=== Section Start ===
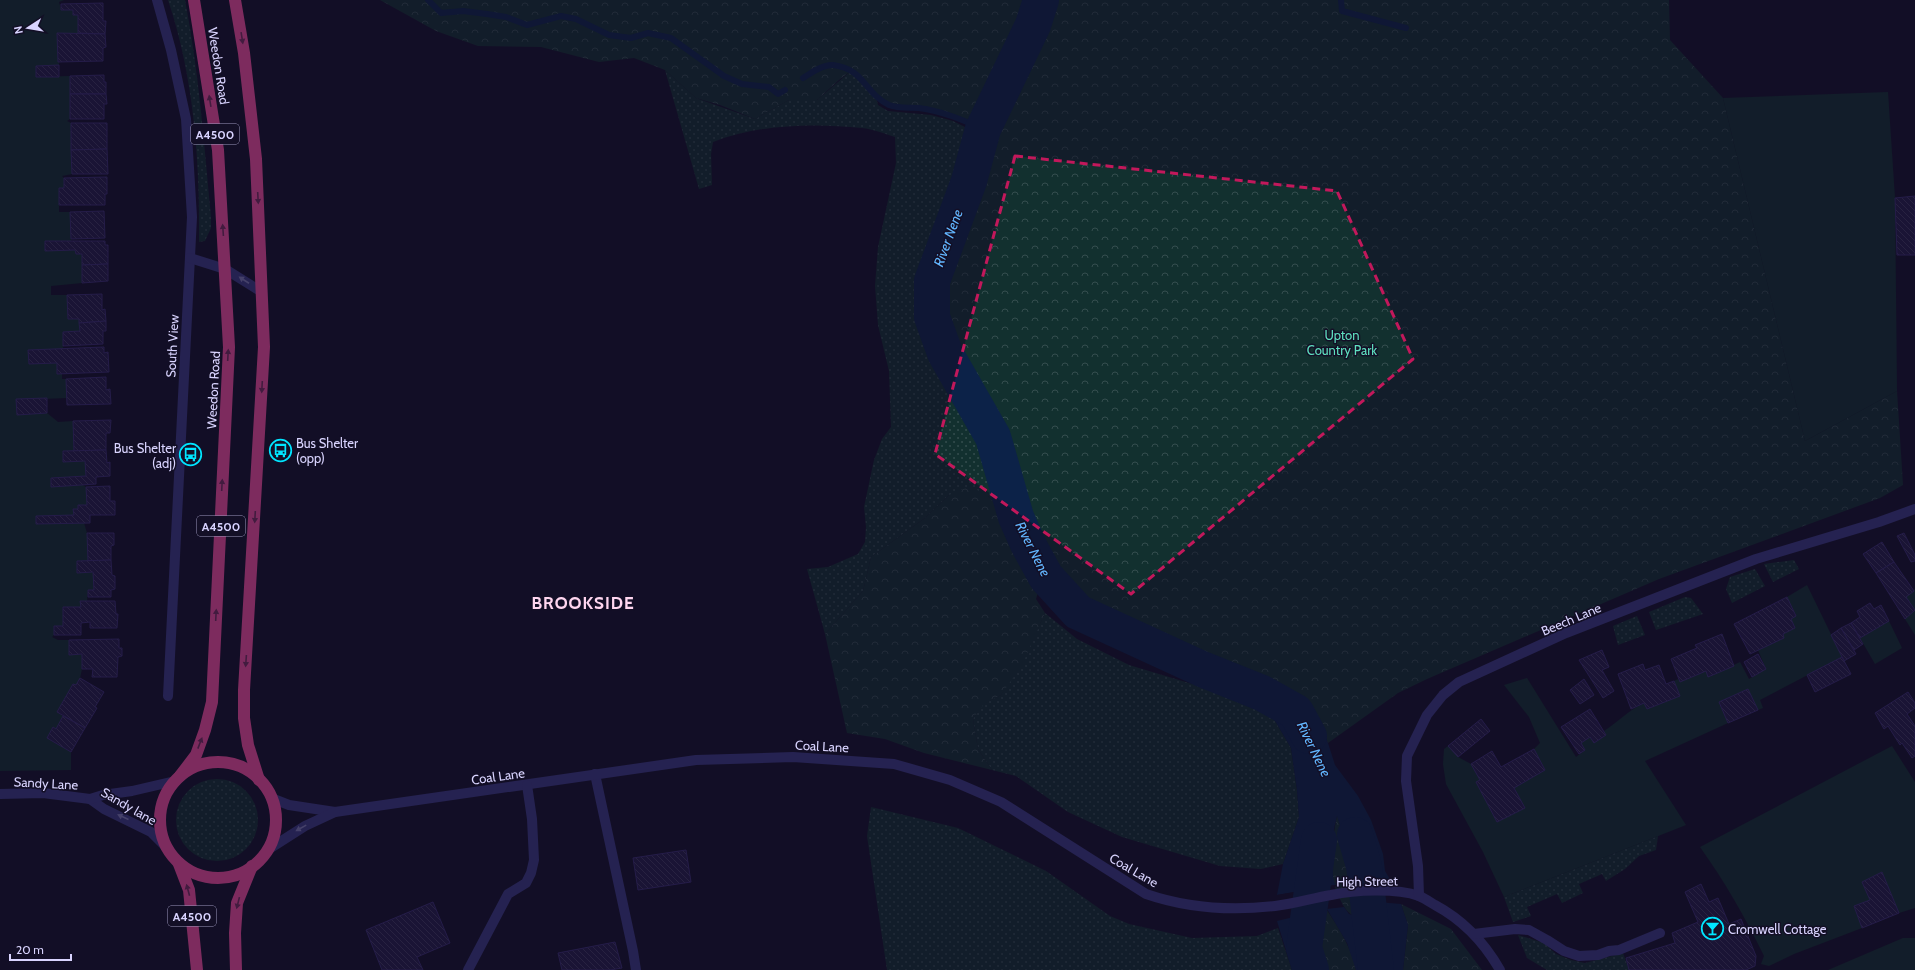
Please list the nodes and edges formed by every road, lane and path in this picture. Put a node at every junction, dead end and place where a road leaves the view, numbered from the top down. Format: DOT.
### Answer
graph roads {
  1 [pos="157,0"];
  2 [pos="194,0"];
  3 [pos="235,0"];
  4 [pos="190,258"];
  5 [pos="225,269"];
  6 [pos="262,292"];
  7 [pos="1915,509"];
  8 [pos="168,696"];
  9 [pos="595,774"];
  10 [pos="178,778"];
  11 [pos="259,780"];
  12 [pos="527,785"];
  13 [pos="0,794"];
  14 [pos="270,798"];
  15 [pos="90,799"];
  16 [pos="335,812"];
  17 [pos="166,847"];
  18 [pos="269,849"];
  19 [pos="179,864"];
  20 [pos="252,866"];
  21 [pos="1419,896"];
  22 [pos="1276,906"];
  23 [pos="1660,933"];
  24 [pos="1474,934"];
  25 [pos="197,970"];
  26 [pos="236,970"];
  27 [pos="468,970"];
  28 [pos="636,970"];
  29 [pos="1500,970"];
  1 -- 4 [label="street, South View"];
  5 -- 2 [label="highway, Weedon Road / A4500, one-way"];
  3 -- 6 [label="highway, Weedon Road / A4500, one-way"];
  4 -- 5 [label="street"];
  4 -- 8 [label="street, South View"];
  6 -- 5 [label="street, one-way"];
  10 -- 5 [label="highway, Weedon Road / A4500, one-way"];
  6 -- 11 [label="highway, Weedon Road / A4500, one-way"];
  7 -- 21 [label="street, Beech Lane"];
  9 -- 12 [label="street, Coal Lane"];
  9 -- 22 [label="street, Coal Lane"];
  9 -- 28 [label="street"];
  10 -- 11 [label="highway"];
  10 -- 15 [label="street, Sandy lane"];
  10 -- 17 [label="highway"];
  11 -- 14 [label="highway"];
  12 -- 16 [label="street, Coal Lane"];
  12 -- 27 [label="street"];
  13 -- 15 [label="street, Sandy Lane"];
  14 -- 16 [label="street, Coal Lane"];
  14 -- 18 [label="highway"];
  17 -- 15 [label="street, Sandy lane, one-way"];
  16 -- 18 [label="street, Coal Lane, one-way"];
  17 -- 19 [label="highway"];
  18 -- 20 [label="highway"];
  19 -- 20 [label="highway"];
  25 -- 19 [label="highway, A4500, one-way"];
  20 -- 26 [label="highway, A4500, one-way"];
  21 -- 22 [label="street, High Street"];
  21 -- 24 [label="street, High Street"];
  23 -- 24 [label="street"];
  24 -- 29 [label="street, High Street"];
}
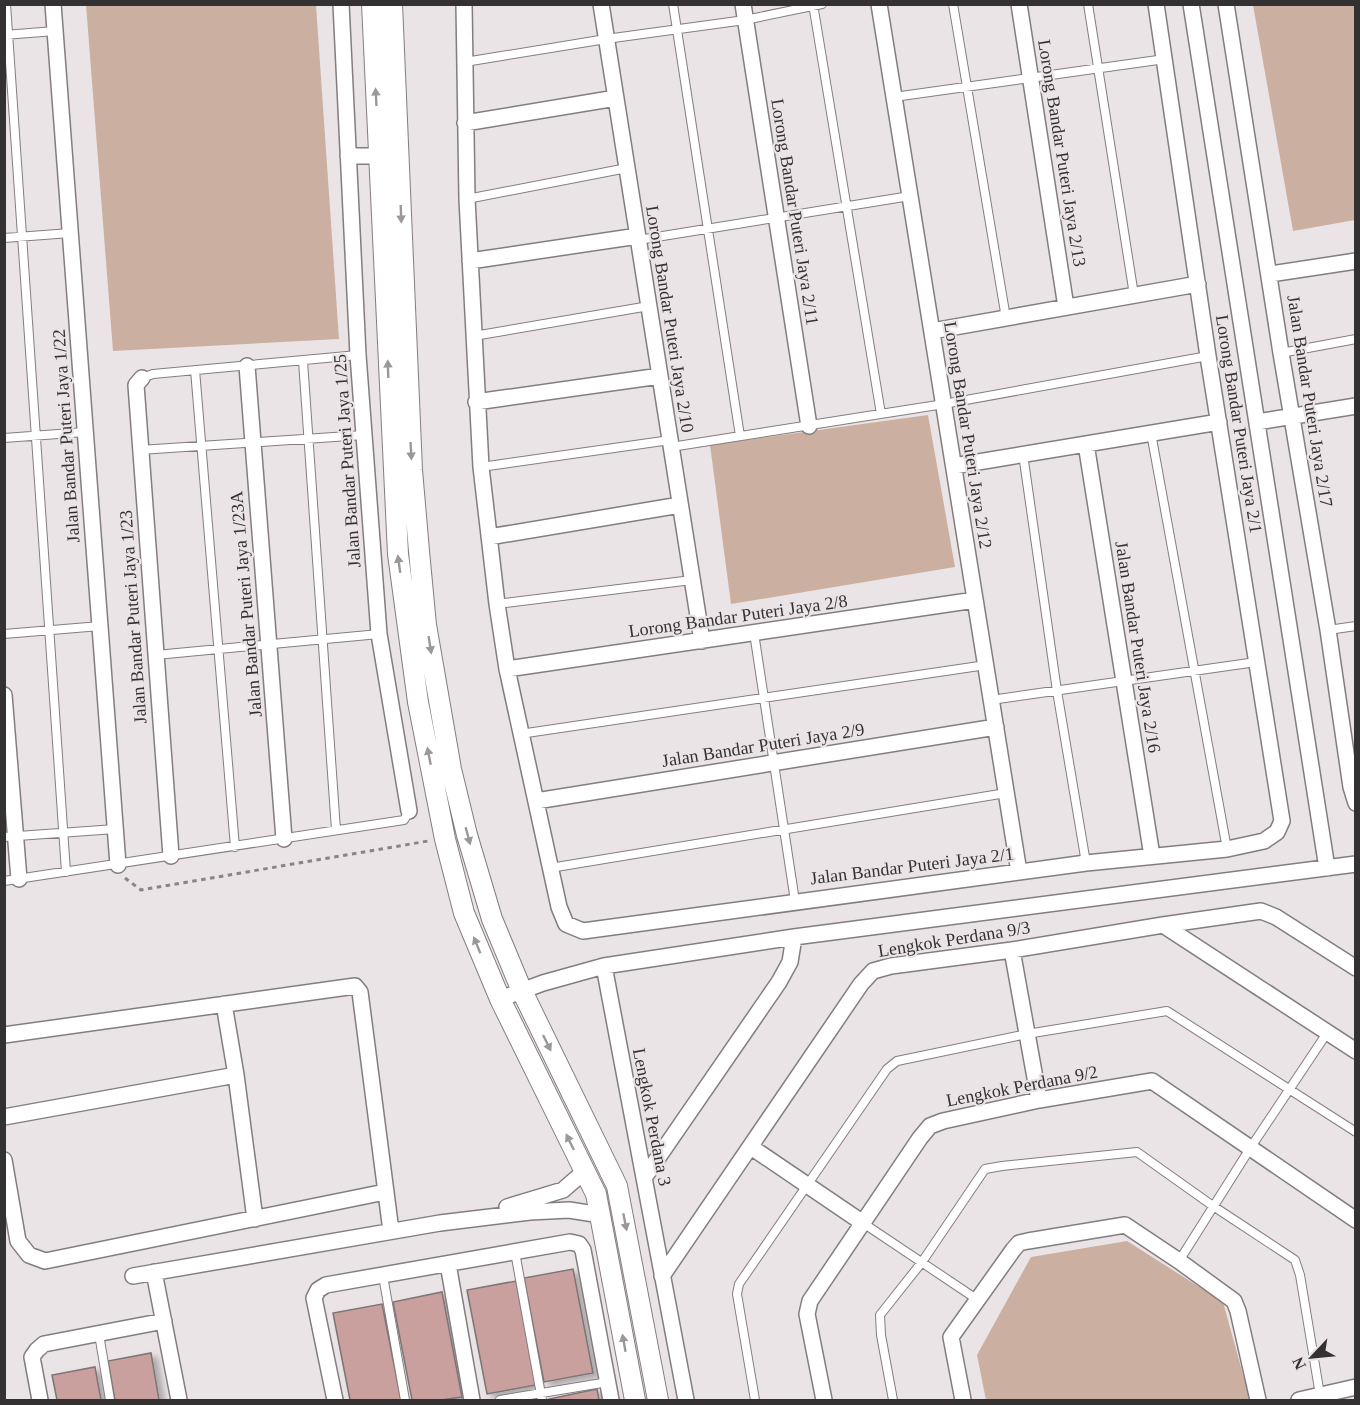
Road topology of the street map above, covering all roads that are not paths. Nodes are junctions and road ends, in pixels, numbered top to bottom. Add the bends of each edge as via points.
1 (6, 4) edge
2 (53, 4) edge
3 (341, 4) edge
4 (372, 4) edge
5 (392, 4) edge
6 (464, 4) edge
7 (601, 4) edge
8 (673, 4) edge
9 (743, 4) edge
10 (879, 4) edge
11 (953, 4) edge
12 (1019, 4) edge
13 (1088, 4) edge
14 (1156, 4) edge
15 (1191, 4) edge
16 (1226, 4) edge
17 (816, 5) edge
18 (745, 20) junction
19 (677, 30) junction
20 (55, 31) junction
21 (6, 35) edge
22 (606, 39) junction
23 (1165, 59) junction
24 (465, 62) junction
25 (1098, 68) junction
26 (1030, 77) junction
27 (967, 86) junction
28 (894, 97) junction
29 (616, 98) junction
30 (465, 123) junction
31 (348, 156) junction
32 (389, 156) junction
33 (627, 168) junction
34 (910, 196) junction
35 (467, 199) junction
36 (846, 207) junction
37 (776, 218) junction
38 (708, 229) junction
39 (70, 233) junction
40 (22, 237) junction
41 (4, 238) edge
42 (638, 238) junction
43 (470, 261) junction
44 (1356, 261) edge
45 (1270, 274) junction
46 (1198, 284) junction
47 (1134, 295) junction
48 (649, 306) junction
49 (1066, 307) junction
50 (1006, 318) junction
51 (932, 331) junction
52 (474, 336) junction
53 (1356, 339) edge
54 (1281, 353) junction
55 (358, 355) junction
56 (1209, 356) junction
57 (303, 361) junction
58 (247, 366) junction
59 (195, 370) junction
60 (660, 376) junction
61 (142, 378) joint
62 (476, 402) junction
63 (944, 404) junction
64 (1356, 406) edge
65 (881, 414) junction
66 (1293, 416) junction
67 (1219, 422) junction
68 (1257, 422) junction
69 (808, 426) junction
70 (85, 432) junction
71 (1151, 433) junction
72 (36, 435) junction
73 (364, 435) junction
74 (740, 436) junction
75 (4, 438) edge
76 (308, 439) junction
77 (253, 442) junction
78 (670, 444) junction
79 (1086, 444) junction
80 (202, 446) junction
81 (140, 450) junction
82 (1023, 454) junction
83 (954, 466) junction
84 (481, 467) junction
85 (680, 505) junction
86 (489, 537) junction
87 (692, 580) junction
88 (975, 600) junction
89 (497, 604) junction
90 (100, 626) junction
91 (1356, 626) edge
92 (49, 630) junction
93 (1328, 630) junction
94 (754, 633) junction
95 (4, 634) edge
96 (379, 634) junction
97 (323, 639) junction
98 (702, 641) junction
99 (269, 644) junction
100 (218, 649) junction
101 (156, 655) junction
102 (1256, 663) junction
103 (986, 665) junction
104 (507, 669) junction
105 (1193, 672) junction
106 (1124, 682) junction
107 (1057, 691) junction
108 (4, 695) edge
109 (764, 697) junction
110 (991, 700) junction
111 (996, 728) junction
112 (520, 734) junction
113 (774, 763) junction
114 (1006, 794) junction
115 (536, 801) junction
116 (1356, 804) edge
117 (409, 811) joint
118 (115, 829) junction
119 (336, 830) junction
120 (784, 830) junction
121 (63, 832) junction
122 (10, 836) edge
123 (284, 839) junction
124 (1264, 841) joint
125 (235, 847) junction
126 (1227, 849) junction
127 (171, 856) junction
128 (1152, 856) junction
129 (1086, 863) junction
130 (1356, 864) edge
131 (118, 865) junction
132 (550, 868) junction
133 (1327, 868) junction
134 (1019, 872) junction
135 (66, 873) junction
136 (12, 880) edge
137 (795, 901) junction
138 (1163, 925) junction
139 (794, 937) junction
140 (1012, 950) junction
141 (604, 966) junction
142 (1356, 968) edge
143 (522, 991) junction
144 (500, 999) junction
145 (224, 1004) junction
146 (1327, 1033) junction
147 (1027, 1034) junction
148 (4, 1035) edge
149 (1356, 1052) edge
150 (236, 1075) junction
151 (1289, 1089) junction
152 (1039, 1100) junction
153 (4, 1117) edge
154 (1356, 1132) edge
155 (1251, 1146) junction
156 (751, 1147) junction
157 (4, 1160) edge
158 (585, 1171) junction
159 (644, 1178) junction
160 (807, 1185) junction
161 (385, 1192) junction
162 (1213, 1206) junction
163 (601, 1215) junction
164 (255, 1219) junction
165 (1356, 1220) edge
166 (440, 1223) junction
167 (863, 1223) junction
168 (391, 1232) junction
169 (515, 1252) junction
170 (1179, 1261) junction
171 (922, 1263) junction
172 (448, 1264) junction
173 (154, 1272) junction
174 (662, 1275) junction
175 (133, 1276) dead end
176 (383, 1276) junction
177 (978, 1300) junction
178 (164, 1321) junction
179 (99, 1334) junction
180 (608, 1382) junction
181 (1356, 1388) edge
182 (1320, 1396) junction
183 (542, 1397) edge
184 (40, 1401) edge
185 (110, 1401) edge
186 (179, 1401) edge
187 (335, 1401) edge
188 (405, 1401) edge
189 (472, 1401) edge
190 (500, 1401) edge
191 (611, 1401) edge
192 (635, 1401) edge
193 (658, 1401) edge
194 (686, 1401) edge
195 (755, 1401) edge
196 (824, 1401) edge
197 (893, 1401) edge
198 (963, 1401) edge
199 (1258, 1401) edge
200 (1299, 1401) edge

1 - 21 lane
2 - 20 street, Jalan Bandar Puteri Jaya 1/22
3 - 31 street, Jalan Bandar Puteri Jaya 1/25
32 -> 4 street
5 - 32 street
6 - 24 street
7 - 22 street, Lorong Bandar Puteri Jaya 2/10
8 - 19 lane
9 - 18 street, Lorong Bandar Puteri Jaya 2/11
10 - 28 street, Lorong Bandar Puteri Jaya 2/12
11 - 27 lane
12 - 26 street, Lorong Bandar Puteri Jaya 2/13
13 - 25 lane
14 - 23 street, Lorong Bandar Puteri Jaya 2/1
15 - 68 street
16 - 45 street, Jalan Bandar Puteri Jaya 2/17
17 - 18 lane
17 - 36 lane
18 - 19 lane
18 - 37 street, Lorong Bandar Puteri Jaya 2/11
19 - 22 lane
19 - 38 lane
20 - 21 lane
20 - 39 street, Jalan Bandar Puteri Jaya 1/22
21 - 40 lane
22 - 24 lane
22 - 29 street, Lorong Bandar Puteri Jaya 2/10
23 - 25 lane
23 - 46 street, Lorong Bandar Puteri Jaya 2/1
24 - 30 street
25 - 26 lane
25 - 47 lane
26 - 27 lane
26 - 49 street, Lorong Bandar Puteri Jaya 2/13
27 - 28 lane
27 - 50 lane
28 - 34 street, Lorong Bandar Puteri Jaya 2/12
29 - 30 street
29 - 33 street, Lorong Bandar Puteri Jaya 2/10
30 - 35 street
31 - 32 street
31 - 55 street, Jalan Bandar Puteri Jaya 1/25
32 -> 143 street via 426,625 451,769 467,835 492,919
144 -> 32 street via 464,913 445,839 418,702 398,554
33 - 35 lane
33 - 42 street, Lorong Bandar Puteri Jaya 2/10
34 - 36 lane
34 - 51 street, Lorong Bandar Puteri Jaya 2/12
35 - 43 street
36 - 37 lane
36 - 65 lane
37 - 38 lane
37 - 69 street, Lorong Bandar Puteri Jaya 2/11
38 - 42 lane
38 - 74 lane
39 - 40 lane
39 - 70 street, Jalan Bandar Puteri Jaya 1/22
40 - 41 lane
40 - 72 lane
42 - 43 street
42 - 48 street, Lorong Bandar Puteri Jaya 2/10
43 - 52 street
44 - 45 street
45 - 54 street, Jalan Bandar Puteri Jaya 2/17
46 - 47 street
46 - 56 street, Lorong Bandar Puteri Jaya 2/1
47 - 49 street
48 - 52 lane
48 - 60 street, Lorong Bandar Puteri Jaya 2/10
49 - 50 street
50 - 51 street
51 - 63 street, Lorong Bandar Puteri Jaya 2/12
52 - 62 street
53 - 54 lane
54 - 66 street, Jalan Bandar Puteri Jaya 2/17
55 - 57 lane
55 - 73 street, Jalan Bandar Puteri Jaya 1/25
56 - 63 lane
56 - 67 street, Lorong Bandar Puteri Jaya 2/1
57 - 58 lane
57 - 76 lane
58 - 59 lane
58 - 77 street, Jalan Bandar Puteri Jaya 1/23A
59 - 61 lane
59 - 80 lane
60 - 62 street
60 - 78 street, Lorong Bandar Puteri Jaya 2/10
61 - 81 street, Jalan Bandar Puteri Jaya 1/23 via 136,385
62 - 84 street
63 - 65 lane
63 - 83 street, Lorong Bandar Puteri Jaya 2/12
64 - 66 street
65 - 69 lane
66 - 68 street
66 - 93 street, Jalan Bandar Puteri Jaya 2/17
67 - 71 street
67 - 102 street, Lorong Bandar Puteri Jaya 2/1
68 - 133 street
69 - 74 lane
70 - 72 lane
70 - 90 street, Jalan Bandar Puteri Jaya 1/22
71 - 79 street
71 - 105 lane
72 - 75 lane
72 - 92 lane
73 - 76 lane
73 - 96 street, Jalan Bandar Puteri Jaya 1/25
74 - 78 lane
76 - 77 lane
76 - 97 lane
77 - 80 lane
77 - 99 street, Jalan Bandar Puteri Jaya 1/23A
78 - 84 lane
78 - 85 street, Lorong Bandar Puteri Jaya 2/10
79 - 82 street
79 - 106 street, Jalan Bandar Puteri Jaya 2/16
80 - 81 lane
80 - 100 lane
81 - 101 street, Jalan Bandar Puteri Jaya 1/23
82 - 83 street
82 - 107 lane
83 - 88 street, Lorong Bandar Puteri Jaya 2/12
84 - 86 street
85 - 86 street
85 - 87 street, Lorong Bandar Puteri Jaya 2/10
86 - 89 street
87 - 89 lane
87 - 98 street, Lorong Bandar Puteri Jaya 2/10
88 - 94 street, Lorong Bandar Puteri Jaya 2/8
88 - 103 street, Lorong Bandar Puteri Jaya 2/12
89 - 104 street
90 - 92 lane
90 - 118 street, Jalan Bandar Puteri Jaya 1/22
91 - 93 lane
92 - 95 lane
92 - 121 lane
93 - 116 street, Jalan Bandar Puteri Jaya 2/17
94 - 98 street, Lorong Bandar Puteri Jaya 2/8
94 - 109 lane
96 - 97 lane
96 - 117 street, Jalan Bandar Puteri Jaya 1/25
97 - 99 lane
97 - 119 lane
98 - 104 street, Lorong Bandar Puteri Jaya 2/8
99 - 100 lane
99 - 123 street, Jalan Bandar Puteri Jaya 1/23A
100 - 101 lane
100 - 125 lane
101 - 127 street, Jalan Bandar Puteri Jaya 1/23
102 - 105 lane
102 - 124 street, Lorong Bandar Puteri Jaya 2/1 via 1282,821 1277,832
103 - 109 lane
103 - 110 street, Lorong Bandar Puteri Jaya 2/12
104 - 112 street
105 - 106 lane
105 - 126 lane
106 - 107 lane
106 - 128 street, Jalan Bandar Puteri Jaya 2/16
107 - 110 lane
107 - 129 lane
108 - 122 street
109 - 112 lane
109 - 113 lane
110 - 111 street, Lorong Bandar Puteri Jaya 2/12
111 - 113 street, Jalan Bandar Puteri Jaya 2/9
111 - 114 street, Lorong Bandar Puteri Jaya 2/12
112 - 115 street
113 - 115 street, Jalan Bandar Puteri Jaya 2/9
113 - 120 lane
114 - 120 lane
114 - 134 street, Lorong Bandar Puteri Jaya 2/12
115 - 132 street
117 - 119 lane via 404,820
118 - 121 lane
118 - 131 street, Jalan Bandar Puteri Jaya 1/22
119 - 123 lane
120 - 132 lane
120 - 137 lane
121 - 122 lane
121 - 135 lane
122 - 136 street
123 - 125 lane
124 - 126 street, Jalan Bandar Puteri Jaya 2/1
125 - 127 lane
126 - 128 street, Jalan Bandar Puteri Jaya 2/1
127 - 131 lane
128 - 129 street, Jalan Bandar Puteri Jaya 2/1
129 - 134 street, Jalan Bandar Puteri Jaya 2/1
130 - 133 street
131 - 135 lane
132 - 137 street, Jalan Bandar Puteri Jaya 2/1 via 566,924 583,931
133 - 139 street
134 - 137 street, Jalan Bandar Puteri Jaya 2/1
135 - 136 lane
138 - 140 street, Lengkok Perdana 9/3
138 - 142 street, Lengkok Perdana 9/3 via 1261,911
138 - 146 street
139 - 141 street
139 - 159 street via 790,962 779,982
140 - 147 street
140 - 156 street, Lengkok Perdana 9/3 via 873,971
141 - 143 street
141 - 159 street, Lengkok Perdana 3
143 - 144 street
143 -> 193 street via 616,1186
158 -> 144 street
145 - 148 street
145 - 150 street
145 - 161 street via 355,986 360,992
146 - 149 street
146 - 151 lane
147 - 151 lane via 1167,1011
147 - 152 street
147 - 160 lane via 897,1061 888,1068
150 - 153 street
150 - 164 street
151 - 154 lane
151 - 155 lane
152 - 155 street, Lengkok Perdana 9/2 via 1152,1081
152 - 167 street, Lengkok Perdana 9/2 via 930,1126
155 - 162 lane
155 - 165 street, Lengkok Perdana 9/2
156 - 160 street
156 - 174 street, Lengkok Perdana 9/3
157 - 164 street via 18,1241 29,1255 45,1261
158 - 163 street
158 - 166 street via 562,1190
159 - 174 street, Lengkok Perdana 3
160 - 167 street
160 - 195 lane via 739,1284 737,1294
161 - 164 street
161 - 168 street
162 - 170 lane
162 - 171 lane via 1137,1152 1002,1166 985,1170
162 - 182 lane via 1295,1260
163 - 166 street via 569,1210
192 -> 163 street
166 - 168 street
167 - 171 lane
167 - 196 street, Lengkok Perdana 9/2 via 810,1301 807,1314
168 - 173 street
169 - 172 street
169 - 180 street via 570,1242 579,1244
169 - 183 lane
170 - 177 street via 1125,1225 1039,1239 1019,1243
170 - 199 street via 1234,1301
171 - 177 lane
171 - 197 lane via 880,1316
172 - 176 street
172 - 189 street
173 - 175 street
173 - 178 street
174 - 194 street
176 - 187 street via 326,1285 318,1290 315,1298
176 - 188 lane
177 - 198 street via 951,1337
178 - 179 street
178 - 186 street
179 - 184 street via 44,1344 37,1350 32,1357
179 - 185 lane
180 - 183 lane
180 - 191 street
181 - 182 street
182 - 200 street
183 - 190 lane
=== Section End ===
— Goal of the exercise —
Where a line in the material above holds "Sandy", copy that line.

— Response —
  10 -- 15 [label="street, Sandy lane"];
  13 -- 15 [label="street, Sandy Lane"];
  17 -- 15 [label="street, Sandy lane, one-way"];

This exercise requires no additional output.